Structure of the Data container#
There is a specific class that the clustering module of DRIVE creates. This class is called “RuntimeState” and is passed to each plugin (see code block below). This class has no methods and is used to convey and share state of the application including both data and configuration options. The following section will describe the class attributes so the user understands what information each plugin can access by default.
@dataclass
class RuntimeState:
"""main class to hold the data from the network analysis and the different pvalues"""
networks: List[Network_Interface]
output_path: Path
carriers: Dict[str, Dict[str, List[str]]]
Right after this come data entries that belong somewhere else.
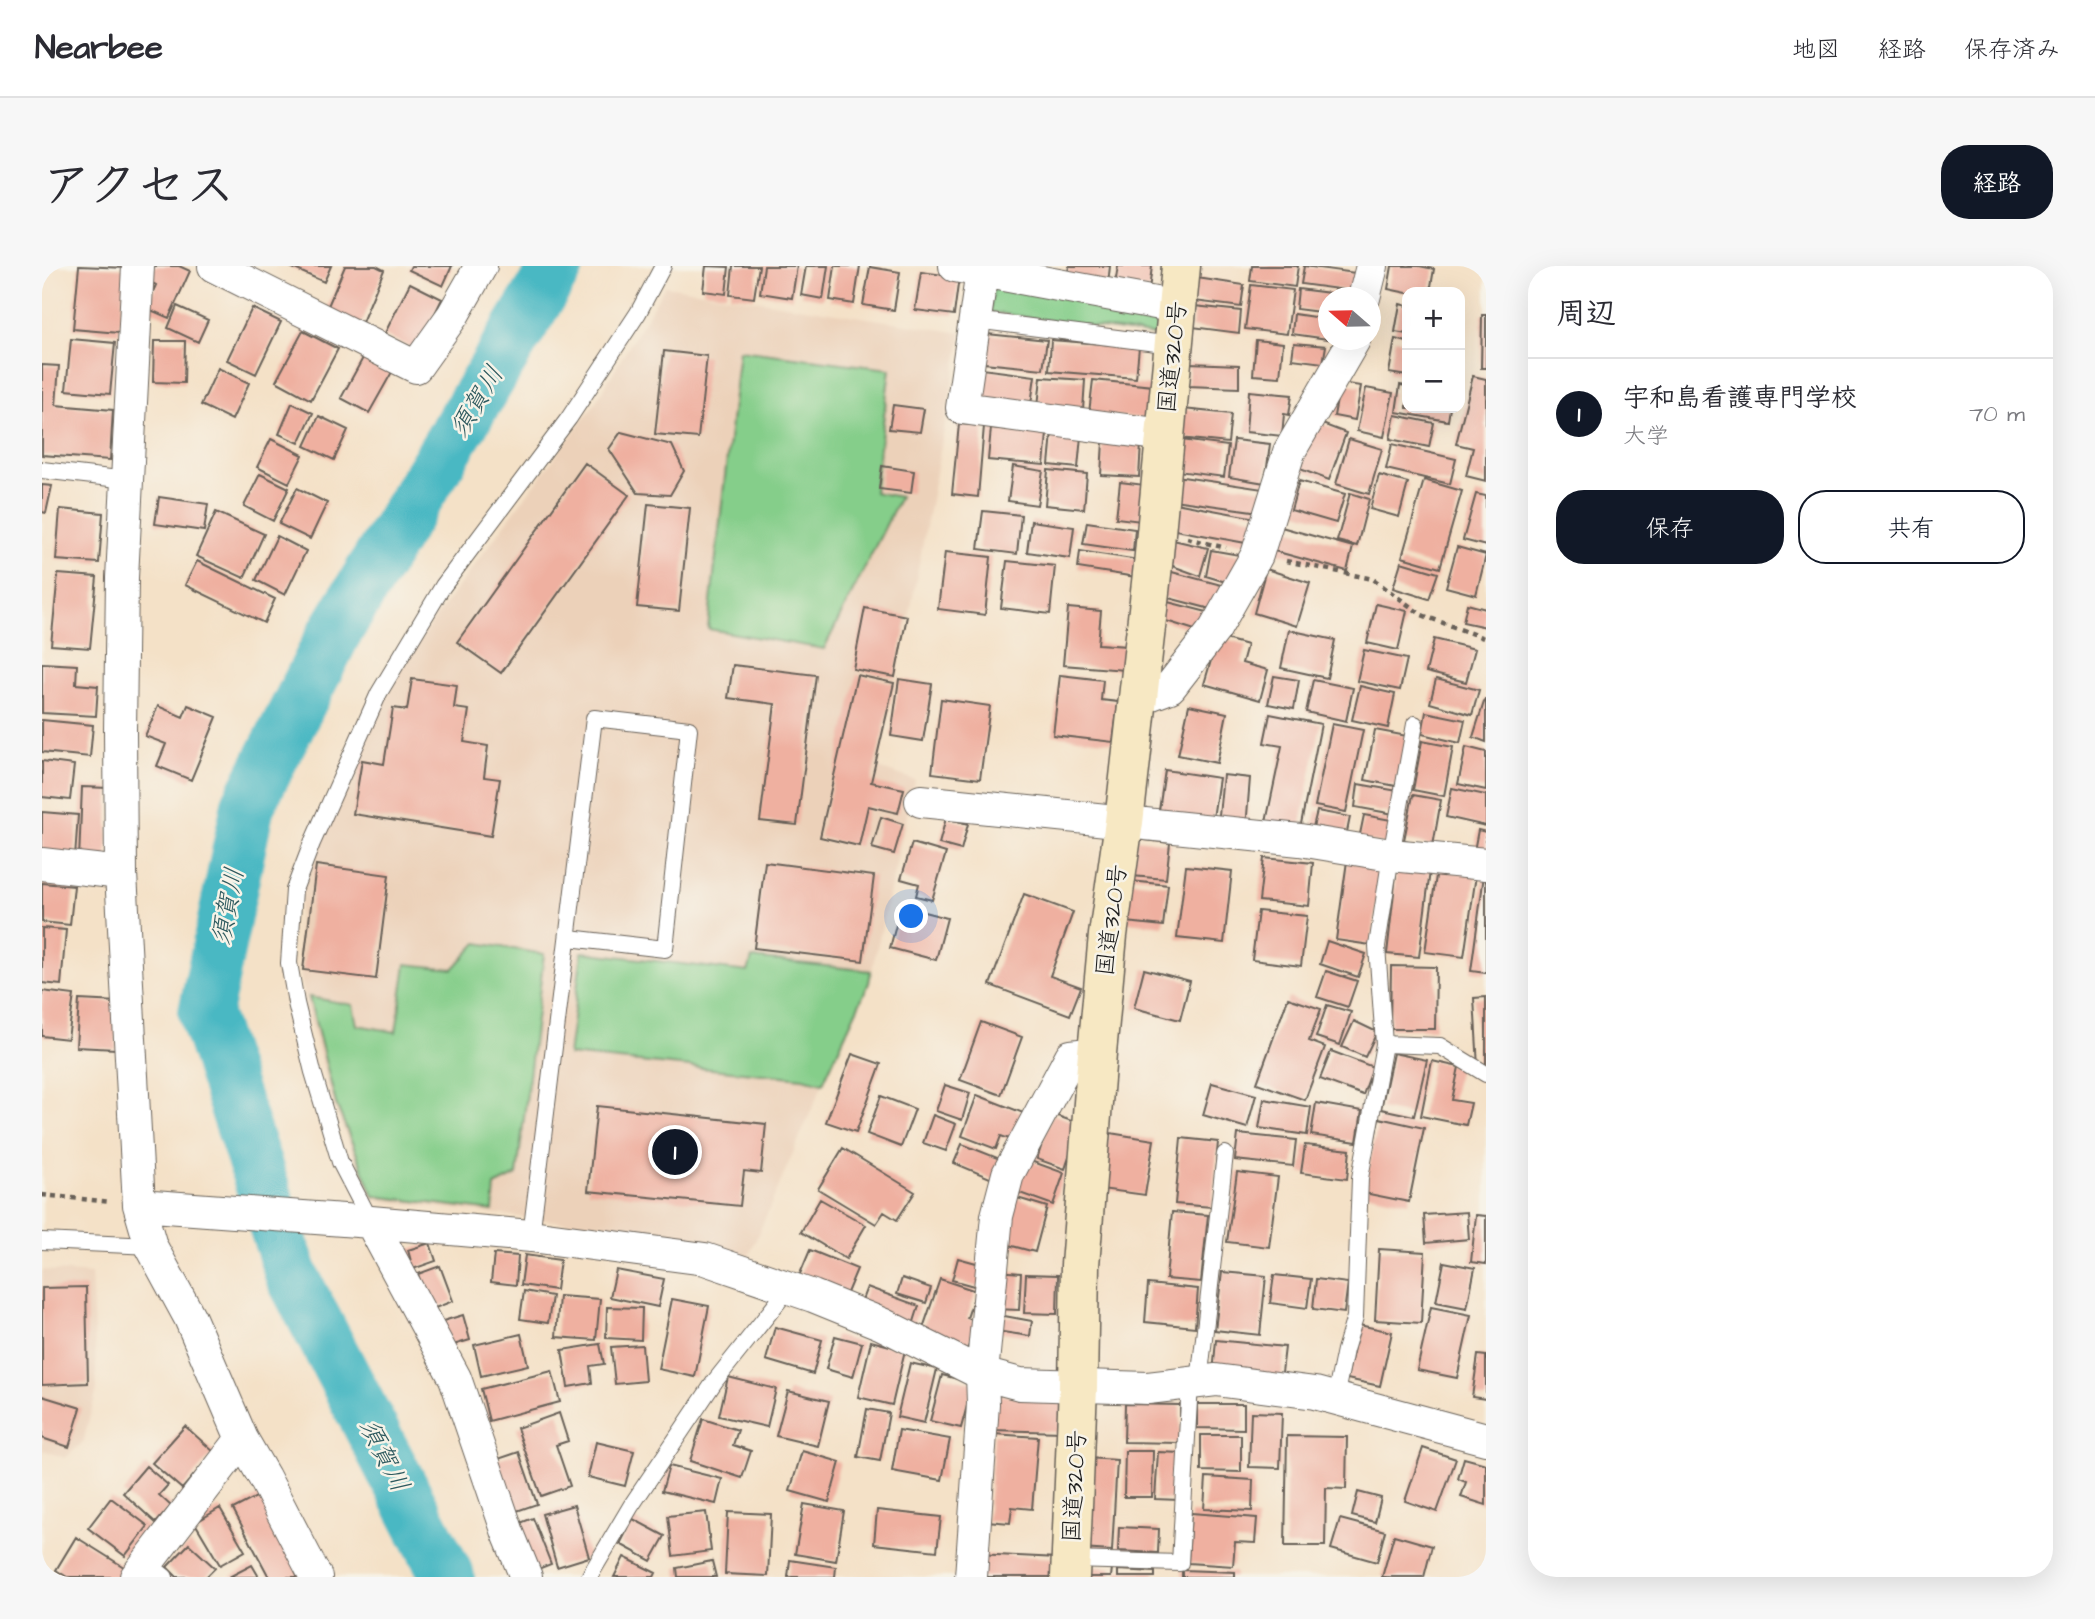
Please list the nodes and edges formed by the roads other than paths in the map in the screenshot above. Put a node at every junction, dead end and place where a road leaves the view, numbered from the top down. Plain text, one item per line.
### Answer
1 (138, 266) edge
2 (214, 266) edge
3 (481, 266) edge
4 (663, 266) edge
5 (1181, 266) edge
6 (1371, 266) edge
7 (968, 269) edge
8 (1366, 287) edge
9 (1177, 307) junction
10 (975, 320) junction
11 (1172, 345) junction
12 (1348, 350) edge
13 (1164, 435) junction
14 (42, 470) edge
15 (127, 480) junction
16 (1138, 699) junction
17 (1415, 724) dead end
18 (921, 801) dead end
19 (1124, 822) junction
20 (1391, 855) junction
21 (42, 864) edge
22 (1486, 864) edge
23 (121, 873) junction
24 (569, 937) junction
25 (1384, 1044) junction
26 (1097, 1054) junction
27 (1486, 1074) edge
28 (1225, 1154) dead end
29 (139, 1205) junction
30 (362, 1222) junction
31 (531, 1237) junction
32 (42, 1241) edge
33 (151, 1247) junction
34 (789, 1288) junction
35 (982, 1374) junction
36 (1195, 1383) junction
37 (1078, 1387) junction
38 (1335, 1398) junction
39 (242, 1438) junction
40 (1486, 1439) edge
41 (1070, 1568) edge
42 (149, 1572) edge
43 (316, 1577) edge
44 (526, 1577) edge
45 (589, 1577) edge
46 (971, 1577) edge

1 - 15 street
2 - 3 street
4 - 30 lane
5 - 9 street, 国道320号
6 - 8 street
7 - 9 street
7 - 10 street
9 - 11 street, 国道320号
10 - 11 lane
10 - 13 street
11 - 13 street, 国道320号
12 - 16 street
13 - 16 street, 国道320号
14 - 15 lane
15 - 23 street
16 - 19 street, 国道320号
17 - 20 lane
18 - 19 street
19 - 20 street
19 - 26 street, 国道320号
20 - 22 street
20 - 25 lane
21 - 23 street
23 - 29 street
24 - 24 lane
24 - 31 lane
25 - 27 lane
25 - 38 lane
26 - 35 street
26 - 37 street, 国道320号
28 - 36 lane
29 - 30 street
29 - 33 street
30 - 31 street
30 - 44 street
31 - 34 street
32 - 33 lane
33 - 39 street
34 - 35 street
34 - 45 lane
35 - 37 street
35 - 46 street
36 - 37 street
36 - 38 street
36 - 41 lane
37 - 41 street, 国道320号
38 - 40 street
39 - 42 street
39 - 43 street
phenotype_descriptions: Dict[str, Dict[str, str]]
config_options: dict[str, Any] = field(default_factory=dict)
Changing the Data class attributes
The attributes described in this section are what DRIVE comes with by default. Users can add additional attributes through custom plugins. The advantages/disadvantages of customizing the class attributes will be discussed in further detail in a future section on creating custom plugins.
Data class attributes:#
networks: This is a list of all the networks identified by the DRIVE clustering analysis. This list consists of Network objects that are shown by the code block below. These objects have information about the individuals in the cluster, the haplotypes in the cluster, and the size of the cluster. The Network class has attributes for pvalues, and min_pvalue_str but these values are empty until they are calculated by the “pvalues” plugin.
@dataclass
class Network:
clst_id: float
true_positive_count: int
true_positive_percent: float
false_negative_edges: List[int]
false_negative_count: int
members: Union[Set[int], Set[str]]
haplotypes: Union[List[int], List[str]]
min_pvalue_str: str = ""
pvalues: Dict[str, Dict[str, Any]] = field(default_factory=dict)
def print_members_list(self) -> str:
"""Returns a string that has all of the members' IDs separated by space
"""Returns a string that has all of the members' IDs separated by space
Returns
-------
str
returns a string where the members list attribute
is formatted as a string for the output file. Individual strings are joined by comma.
"""
return ", ".join(list(map(str, self.members)))
def __lt__(self, comp_class: T) -> bool:
"""Override the less than method so that objects can be sorted in
ascending numeric order based on cluster id.
Parameters
----------
comp_class : Network
Network object to compare.
Returns
-------
bool
returns True if the self cluster ID is less than the
comp_class cluster ID.
"""
return self.clst_id < comp_class.clst_id
output: This attribute is a path object that describes where to write the DRIVE output to. This path will have a file prefix that DRIVE appends a suffix to when it writes to a file. If you wish to get the parent directory you can just use
network_obj.output.parent.carriers: This attribute is a dictionary of dictionaries that tells who cases, controls, and exclusions are for each phenotype. The outer key is the phenotype ID. The inner dictionary has 3 keys: “cases”, “controls”, “excluded”. The values for each of these keys are a list that contains the individual IDs for each case, control, or excluded individual, respectively.
phenotype_descriptions: This attribute is another dictionary of dictionaries that has a description of each phenotype. The outer key is the phenotype ID. The inner key is the string phenotype and has the phenotype description as a value.
config_options: This attribute is a dictionary where the keys represent runtime options that the plugin can use and the values are the state for the runtime option. For example the network writer plugin checks to see if there is a key “compress” and decides whether or not to compress the output file based on the value of this key.